The Inference of Care
It was after I sat editing my last post, after I'd published it that having started to ponder its content once again and a thought struck; how different my reaction has been.
So truth is it was precipitated by a situation, and though I can't control how it was construed the talk of the person felt for wasn't from a place of naiivety.
Something has changed; it wasn't that I'd ended up falling head over heels for someone, it's that I sensed the possibility that I'd met someone that for me it could happen with.
Maybe that's precipitated by being easier about those things, maybe it's being more adult. I think it certainly reinforces a belief that we can't predict an outcome, especially where so much of a self is revealed to be ultimately risked.

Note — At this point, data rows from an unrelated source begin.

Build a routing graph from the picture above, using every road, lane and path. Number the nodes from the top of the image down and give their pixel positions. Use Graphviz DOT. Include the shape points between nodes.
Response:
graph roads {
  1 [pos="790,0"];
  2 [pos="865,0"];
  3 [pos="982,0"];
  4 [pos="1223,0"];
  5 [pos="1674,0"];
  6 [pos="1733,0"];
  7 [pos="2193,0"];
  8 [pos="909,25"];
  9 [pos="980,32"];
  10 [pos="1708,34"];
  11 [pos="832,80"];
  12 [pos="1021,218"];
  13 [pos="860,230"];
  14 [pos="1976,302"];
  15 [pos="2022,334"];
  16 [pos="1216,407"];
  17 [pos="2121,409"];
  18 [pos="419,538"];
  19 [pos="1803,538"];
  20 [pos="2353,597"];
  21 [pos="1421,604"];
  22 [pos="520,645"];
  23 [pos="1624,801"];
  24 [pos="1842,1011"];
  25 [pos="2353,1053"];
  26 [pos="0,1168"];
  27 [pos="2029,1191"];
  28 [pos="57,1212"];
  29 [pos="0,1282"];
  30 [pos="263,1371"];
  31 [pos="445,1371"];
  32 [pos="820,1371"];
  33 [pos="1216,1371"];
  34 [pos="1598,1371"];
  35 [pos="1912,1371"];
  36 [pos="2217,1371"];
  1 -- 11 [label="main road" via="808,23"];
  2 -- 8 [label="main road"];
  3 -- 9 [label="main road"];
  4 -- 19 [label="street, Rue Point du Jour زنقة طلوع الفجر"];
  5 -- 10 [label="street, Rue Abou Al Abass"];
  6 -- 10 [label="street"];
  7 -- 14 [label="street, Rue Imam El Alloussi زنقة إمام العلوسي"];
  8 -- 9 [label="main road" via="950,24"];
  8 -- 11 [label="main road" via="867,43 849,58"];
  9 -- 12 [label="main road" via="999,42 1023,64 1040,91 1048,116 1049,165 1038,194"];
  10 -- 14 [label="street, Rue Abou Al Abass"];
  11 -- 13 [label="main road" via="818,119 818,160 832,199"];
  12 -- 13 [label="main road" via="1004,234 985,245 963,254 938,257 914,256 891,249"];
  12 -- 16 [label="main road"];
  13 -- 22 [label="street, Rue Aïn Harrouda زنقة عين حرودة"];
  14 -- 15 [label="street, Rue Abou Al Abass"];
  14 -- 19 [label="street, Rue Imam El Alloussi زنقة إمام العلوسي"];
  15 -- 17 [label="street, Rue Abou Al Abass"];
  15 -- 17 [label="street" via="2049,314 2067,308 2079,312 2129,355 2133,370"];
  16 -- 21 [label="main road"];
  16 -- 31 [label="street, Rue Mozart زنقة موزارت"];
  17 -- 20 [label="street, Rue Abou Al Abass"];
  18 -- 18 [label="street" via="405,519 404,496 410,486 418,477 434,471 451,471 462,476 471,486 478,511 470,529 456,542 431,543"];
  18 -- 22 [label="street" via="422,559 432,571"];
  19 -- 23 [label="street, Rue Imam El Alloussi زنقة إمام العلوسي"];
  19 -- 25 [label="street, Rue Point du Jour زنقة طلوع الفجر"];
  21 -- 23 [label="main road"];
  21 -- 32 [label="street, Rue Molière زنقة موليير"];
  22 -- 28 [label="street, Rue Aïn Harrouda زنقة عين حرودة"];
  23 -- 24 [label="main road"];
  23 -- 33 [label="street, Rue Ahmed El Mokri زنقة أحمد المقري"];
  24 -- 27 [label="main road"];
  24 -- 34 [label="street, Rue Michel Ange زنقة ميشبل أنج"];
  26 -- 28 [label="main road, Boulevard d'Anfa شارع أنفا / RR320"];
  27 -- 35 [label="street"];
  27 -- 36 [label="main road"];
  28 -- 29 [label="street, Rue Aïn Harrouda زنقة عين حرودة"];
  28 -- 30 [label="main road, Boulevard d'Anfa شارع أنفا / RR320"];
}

I believe we only ever know where we are and others are mostly a mystery to us; although we persist in making inferences our only hope of a deciphered clarity is if it is shared. Maybe the nature of the sharing is why it involves as much luck as decision, why it is not given lightly and it's presence to be lauded.
I only wonder if I've lost something in this change. I very strongly believe even in the face of the fear expressed when difference dawns, it is neither good nor bad but simply is: different. But in this newfound reservedness I can't help but see a cynicism. Perhaps it constitutes a less painful existence; but can I ever know how altered my nature is with the depth of its ability to grow care.